The judge nodded at her. “Overruled. You may continue.”

Kate stepped closer to the teen, who sat wide-eyed and mute, and placed a hand on the wood railing. “Go ahead,” she said. “How did it make you feel?”

“That I was less-than. That something about me, something I couldn’t change, was wrong and shouldn’t be shared.”

Kate paused to let the answer sink in for the judge, for the defense, for all those watching in the galley.

But the brief moment she turned away in the quiet, pretending to fiddle with notes on the counsel’s table before she asked the next question, was because of the hole in her chest, widening, deepening, never closed.

A sharp pain shot through her shoulder, but she turned back around, cleared her throat, and carried on.

But it stuck with her. It stuck with her as she hovered over another pre-marriage counseling assignment. A letter to her future children. Another one she couldn’t write. All trial long, she’d stepped into herself, and that night, when Ryan came to pick her up, she didn’t step back out.

“I don’t want to go anymore,” she said. The testimony, the letters she still hadn’t written, to Abby and to her nonexistent children, swirled inside.

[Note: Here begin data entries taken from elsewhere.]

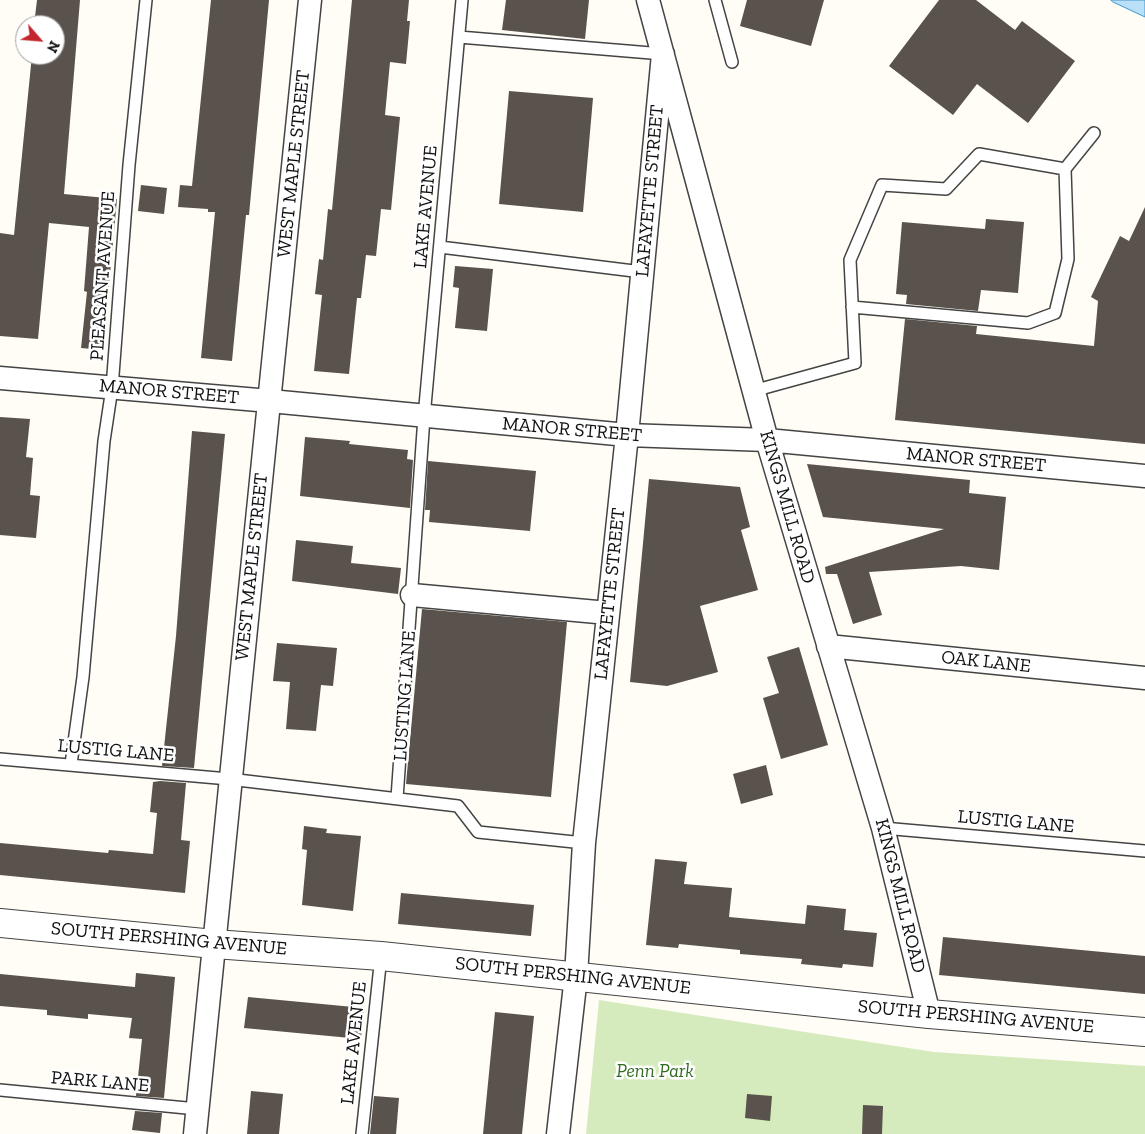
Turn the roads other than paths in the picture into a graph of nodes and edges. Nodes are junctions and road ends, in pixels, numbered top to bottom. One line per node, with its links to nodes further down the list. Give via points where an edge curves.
1 (146, 0): 15 (lane, PLEASANT AVENUE, via 129,165)
2 (310, 0): 17 (street, WEST MAPLE STREET)
3 (462, 0): 6 (lane, LAKE AVENUE)
4 (648, 0): 7 (street, KINGS MILL ROAD)
5 (715, 0): 8 (lane)
6 (459, 36): 7 (lane); 11 (lane, LAKE AVENUE)
7 (663, 54): 12 (street, LAFAYETTE STREET); 16 (street, KINGS MILL ROAD)
8 (732, 62)
9 (1094, 133): 10 (lane)
10 (1064, 169): 13 (lane, via 979,154 946,189 882,185 850,260); 13 (lane, via 1068,259 1055,313 1028,323)
11 (440, 246): 12 (lane); 18 (lane, LAKE AVENUE)
12 (642, 272): 19 (street, LAFAYETTE STREET)
13 (852, 307): 16 (lane, via 855,363)
14 (0, 378): 15 (street, MANOR STREET)
15 (112, 388): 17 (street, MANOR STREET); 27 (lane, PLEASANT AVENUE)
16 (754, 391): 20 (street, KINGS MILL ROAD)
17 (270, 401): 18 (street, MANOR STREET); 28 (street, WEST MAPLE STREET)
18 (424, 417): 19 (street, MANOR STREET); 22 (lane, LUSTING LANE)
19 (627, 435): 20 (street, MANOR STREET); 23 (street, LAFAYETTE STREET)
20 (767, 440): 21 (street, MANOR STREET); 24 (street, KINGS MILL ROAD)
21 (1145, 476)
22 (412, 595): 23 (street); 29 (lane, LUSTING LANE)
23 (608, 613): 31 (street, LAFAYETTE STREET)
24 (828, 646): 25 (street, OAK LANE); 30 (street, KINGS MILL ROAD)
25 (1145, 678)
26 (0, 759): 27 (lane, LUSTIG LANE)
27 (71, 764): 28 (lane, LUSTIG LANE)
28 (229, 779): 29 (lane, LUSTIG LANE); 34 (street, WEST MAPLE STREET)
29 (397, 798): 31 (lane, LUSTIG LANE, via 458,806 478,832)
30 (883, 828): 32 (lane, LUSTIG LANE); 37 (street, KINGS MILL ROAD)
31 (584, 843): 36 (street, LAFAYETTE STREET)
32 (1145, 851)
33 (0, 923): 34 (street, SOUTH PERSHING AVENUE)
34 (214, 944): 35 (street, SOUTH PERSHING AVENUE); 40 (street, WEST MAPLE STREET)
35 (381, 956): 36 (street, SOUTH PERSHING AVENUE); 42 (lane, LAKE AVENUE)
36 (576, 976): 37 (street, SOUTH PERSHING AVENUE); 43 (street, LAFAYETTE STREET)
37 (929, 1014): 38 (street, SOUTH PERSHING AVENUE)
38 (1145, 1032)
39 (0, 1090): 40 (lane, PARK LANE)
40 (197, 1109): 41 (street, WEST MAPLE STREET)
41 (195, 1134)
42 (362, 1134)
43 (558, 1134)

Ryan’s eyes narrowed as he walked into the apartment. “Why? We have to.”

“No, we don’t,” Kate said, steeling herself to tell the truth, at least the part of it she knew for certain. “I can’t raise my kids in a church like that. In a place where they might feel the need to hide who they are.”

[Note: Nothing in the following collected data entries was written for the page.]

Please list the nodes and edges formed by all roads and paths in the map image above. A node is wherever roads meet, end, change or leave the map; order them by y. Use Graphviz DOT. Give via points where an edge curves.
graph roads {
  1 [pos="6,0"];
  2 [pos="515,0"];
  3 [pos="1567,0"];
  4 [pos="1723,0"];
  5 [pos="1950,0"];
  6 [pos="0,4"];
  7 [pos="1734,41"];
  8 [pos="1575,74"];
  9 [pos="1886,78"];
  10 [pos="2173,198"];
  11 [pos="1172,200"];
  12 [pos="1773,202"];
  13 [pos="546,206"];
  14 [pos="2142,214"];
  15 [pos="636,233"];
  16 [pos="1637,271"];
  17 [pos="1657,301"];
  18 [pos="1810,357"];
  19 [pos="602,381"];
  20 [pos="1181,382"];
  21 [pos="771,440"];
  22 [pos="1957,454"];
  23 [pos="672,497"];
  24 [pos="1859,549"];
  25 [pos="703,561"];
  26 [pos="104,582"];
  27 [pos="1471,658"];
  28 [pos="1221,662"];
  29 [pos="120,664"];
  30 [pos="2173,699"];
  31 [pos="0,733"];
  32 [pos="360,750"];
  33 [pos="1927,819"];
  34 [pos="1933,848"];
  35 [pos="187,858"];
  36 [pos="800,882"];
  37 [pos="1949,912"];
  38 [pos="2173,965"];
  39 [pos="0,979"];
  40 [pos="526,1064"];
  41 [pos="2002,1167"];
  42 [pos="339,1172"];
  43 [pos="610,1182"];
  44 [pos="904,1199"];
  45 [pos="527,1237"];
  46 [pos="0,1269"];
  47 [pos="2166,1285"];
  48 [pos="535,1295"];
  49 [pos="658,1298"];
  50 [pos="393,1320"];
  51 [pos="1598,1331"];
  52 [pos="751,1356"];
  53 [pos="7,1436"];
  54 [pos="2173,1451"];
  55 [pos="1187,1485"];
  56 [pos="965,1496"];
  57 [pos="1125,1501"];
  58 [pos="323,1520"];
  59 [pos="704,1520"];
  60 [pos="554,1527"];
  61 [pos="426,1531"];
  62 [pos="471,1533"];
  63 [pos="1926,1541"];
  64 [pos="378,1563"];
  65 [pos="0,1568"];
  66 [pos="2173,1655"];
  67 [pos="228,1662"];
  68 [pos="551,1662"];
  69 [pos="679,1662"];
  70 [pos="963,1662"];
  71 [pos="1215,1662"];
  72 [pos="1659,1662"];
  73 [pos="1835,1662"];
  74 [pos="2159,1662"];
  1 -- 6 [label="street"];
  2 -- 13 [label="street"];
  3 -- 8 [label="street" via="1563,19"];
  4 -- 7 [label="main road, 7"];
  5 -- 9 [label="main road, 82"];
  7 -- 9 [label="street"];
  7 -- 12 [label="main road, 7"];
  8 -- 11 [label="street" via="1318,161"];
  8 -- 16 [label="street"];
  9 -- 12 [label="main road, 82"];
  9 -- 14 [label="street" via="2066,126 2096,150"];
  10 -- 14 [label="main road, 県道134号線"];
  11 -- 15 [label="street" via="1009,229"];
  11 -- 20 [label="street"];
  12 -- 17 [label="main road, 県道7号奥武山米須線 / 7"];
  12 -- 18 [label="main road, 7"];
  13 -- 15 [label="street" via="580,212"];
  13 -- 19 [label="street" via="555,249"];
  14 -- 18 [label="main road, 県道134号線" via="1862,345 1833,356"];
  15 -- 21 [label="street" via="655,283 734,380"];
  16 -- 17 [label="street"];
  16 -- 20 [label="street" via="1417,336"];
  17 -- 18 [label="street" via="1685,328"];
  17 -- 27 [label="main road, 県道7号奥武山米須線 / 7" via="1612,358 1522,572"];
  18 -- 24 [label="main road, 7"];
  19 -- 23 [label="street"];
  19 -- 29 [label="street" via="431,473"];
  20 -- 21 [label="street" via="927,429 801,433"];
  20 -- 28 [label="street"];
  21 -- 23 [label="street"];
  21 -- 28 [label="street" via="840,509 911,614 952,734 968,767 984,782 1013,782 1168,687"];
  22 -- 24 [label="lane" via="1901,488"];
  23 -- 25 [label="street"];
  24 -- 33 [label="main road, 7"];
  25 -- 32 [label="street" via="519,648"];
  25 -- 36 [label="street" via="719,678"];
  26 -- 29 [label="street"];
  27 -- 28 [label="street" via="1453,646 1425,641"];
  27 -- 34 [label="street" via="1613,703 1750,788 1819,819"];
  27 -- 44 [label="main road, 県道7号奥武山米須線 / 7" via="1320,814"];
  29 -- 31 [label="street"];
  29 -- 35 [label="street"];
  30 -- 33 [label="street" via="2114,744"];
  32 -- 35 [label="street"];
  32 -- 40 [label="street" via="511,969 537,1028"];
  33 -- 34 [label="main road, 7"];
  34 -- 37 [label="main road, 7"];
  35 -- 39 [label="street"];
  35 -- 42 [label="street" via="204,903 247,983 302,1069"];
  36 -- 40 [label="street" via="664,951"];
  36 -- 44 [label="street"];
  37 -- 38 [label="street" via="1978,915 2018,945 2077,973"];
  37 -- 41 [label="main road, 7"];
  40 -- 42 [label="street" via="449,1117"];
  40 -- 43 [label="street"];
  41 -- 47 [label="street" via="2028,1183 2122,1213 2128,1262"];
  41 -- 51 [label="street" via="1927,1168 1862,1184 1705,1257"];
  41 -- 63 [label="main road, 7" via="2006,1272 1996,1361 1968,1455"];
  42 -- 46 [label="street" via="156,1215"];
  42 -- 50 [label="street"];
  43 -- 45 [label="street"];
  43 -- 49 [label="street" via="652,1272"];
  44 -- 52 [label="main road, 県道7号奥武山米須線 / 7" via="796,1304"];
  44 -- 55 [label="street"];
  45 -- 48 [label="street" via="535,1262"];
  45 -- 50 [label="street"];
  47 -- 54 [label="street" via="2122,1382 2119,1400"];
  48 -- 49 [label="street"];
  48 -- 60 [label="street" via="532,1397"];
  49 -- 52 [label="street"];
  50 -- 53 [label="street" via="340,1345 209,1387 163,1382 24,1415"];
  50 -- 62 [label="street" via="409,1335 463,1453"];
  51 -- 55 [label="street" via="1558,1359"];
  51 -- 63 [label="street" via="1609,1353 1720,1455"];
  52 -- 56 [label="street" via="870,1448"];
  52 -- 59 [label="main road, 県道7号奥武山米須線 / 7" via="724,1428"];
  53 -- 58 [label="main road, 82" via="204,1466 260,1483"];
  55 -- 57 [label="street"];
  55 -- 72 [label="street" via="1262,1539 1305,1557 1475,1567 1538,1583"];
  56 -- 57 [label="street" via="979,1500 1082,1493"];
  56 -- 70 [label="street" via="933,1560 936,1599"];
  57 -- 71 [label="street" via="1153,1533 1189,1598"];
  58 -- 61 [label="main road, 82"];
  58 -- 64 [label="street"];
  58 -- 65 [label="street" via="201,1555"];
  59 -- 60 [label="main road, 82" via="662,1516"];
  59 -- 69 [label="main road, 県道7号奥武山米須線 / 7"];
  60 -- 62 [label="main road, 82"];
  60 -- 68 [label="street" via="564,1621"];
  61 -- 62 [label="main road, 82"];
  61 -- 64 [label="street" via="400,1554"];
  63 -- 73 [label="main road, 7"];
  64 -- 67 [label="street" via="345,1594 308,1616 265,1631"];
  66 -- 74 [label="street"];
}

“We’ve been going for years now, and suddenly you act like this is new.” He stared at her for a beat. “Why do you go if you don’t agree with it?”

“Because it’s what I’ve always known. Because I thought it was good. But I started working on this case and—”

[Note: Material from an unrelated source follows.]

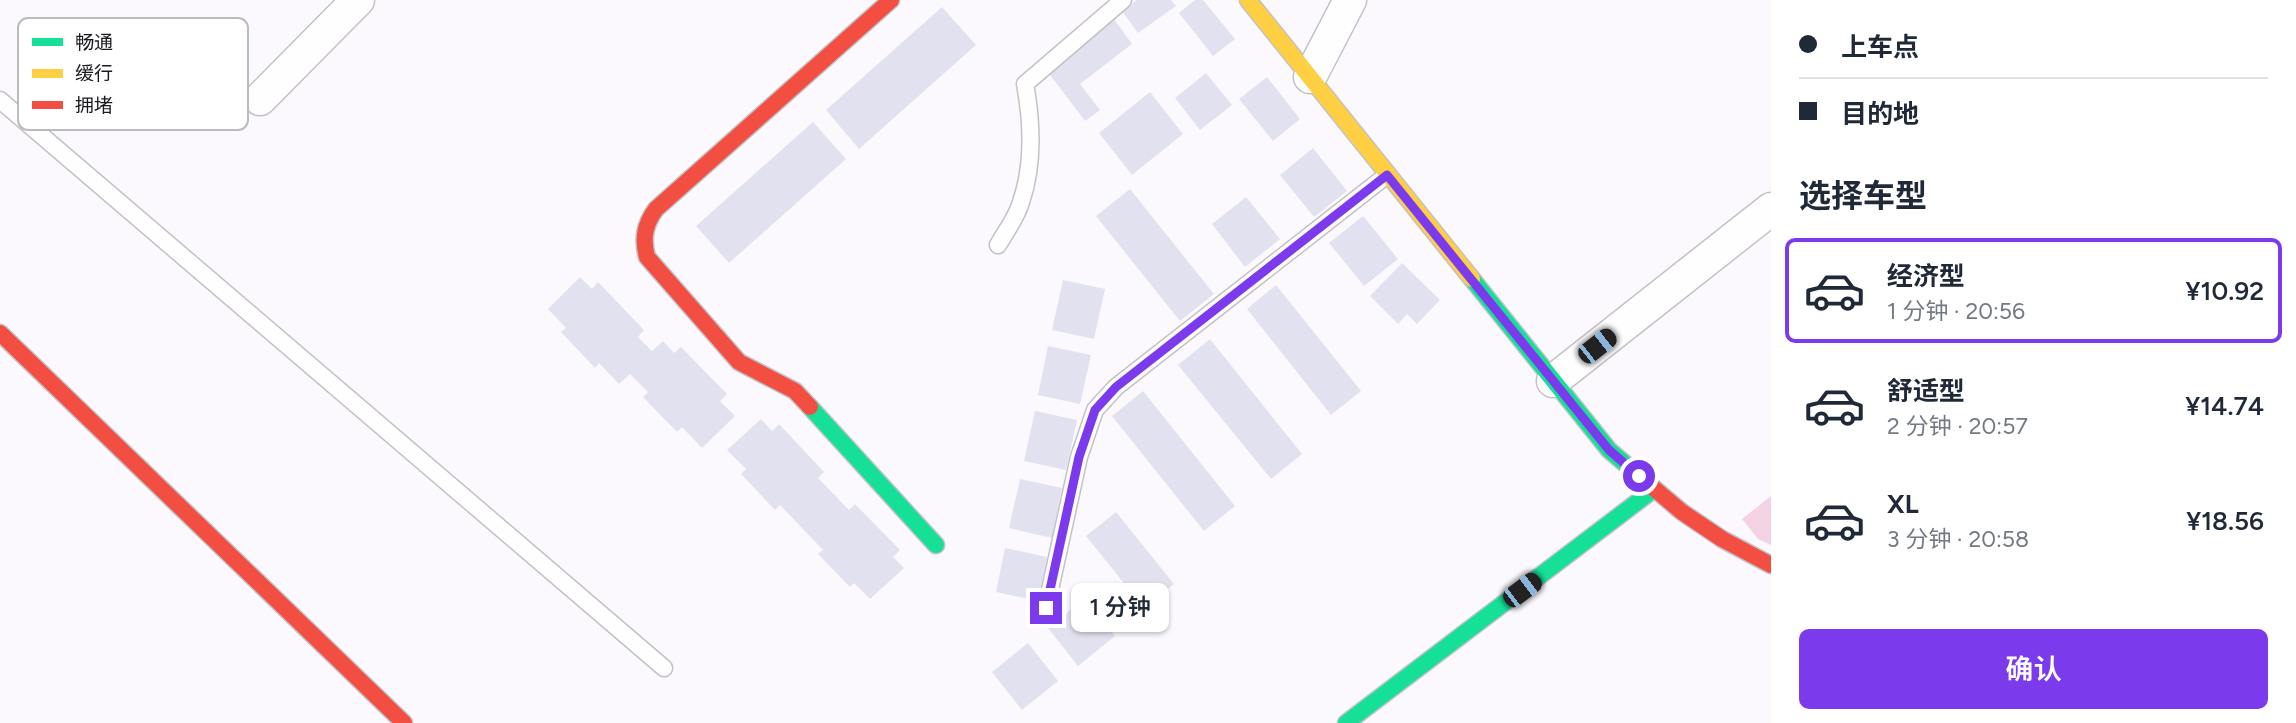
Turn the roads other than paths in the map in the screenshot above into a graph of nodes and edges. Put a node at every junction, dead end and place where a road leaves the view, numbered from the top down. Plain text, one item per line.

“No. No, don’t blame it on the case.” Ryan’s jaw hardened. “This is about you.”

Sweat sprang along her back like a warning signal to hit the brakes. “What do you mean?”

He breathed hard through his nose. “Are you still in love with Abby?”

“No.” Kate said it fast but airless, so that she wasn’t sure if it made a safe landing.

Ryan stalked past her. “What are you doing?” She followed him to the kitchen table, where he swiped Abby’s letter from the mess like he’d done it many times before.

Bile soured in her throat. She willed herself to keep her feet planted.

To be the same person who battled in court.

“Why do you have this letter?”

“Because she sent it to me! I didn’t write her back.” Kate’s chest galloped. She wanted to rip it out of his hand. Her last piece of Abby. A lifeline she wasn’t sure she’d accept, but wasn’t willing to lose. “You’ve obviously read it, so you know it’s part of her steps. Why are you snooping?”

“Because I don’t trust you! I feel like I don’t know you or what you want, and that’s terrifying for someone you’re supposed to marry!” Ryan glared as if despising both her and the emotions she made him feel. “I don’t…I don’t know if I can do this with you.”

“Ryan—”

“You know what’s really fucked? The first thing I loved about you was your heart. Your kindness. But this isn’t kind, Kate.” He shook his head. “This is you, stringing me along.”

Kate frowned. She hated hurting him, but her own frustrations bubbled beneath. “Why did you propose to me at the biggest turning point in my career? So that you can be disappointed when I don’t set a date or make a guest list? So that you can still be the center of attention?”

“Oh, that’s rich! You are the center of attention!” Ryan roared, and she flinched. “On the news, in your fancy suits. This case has fucking changed you. That’s for sure. And it’s just another excuse to put a pause on us.”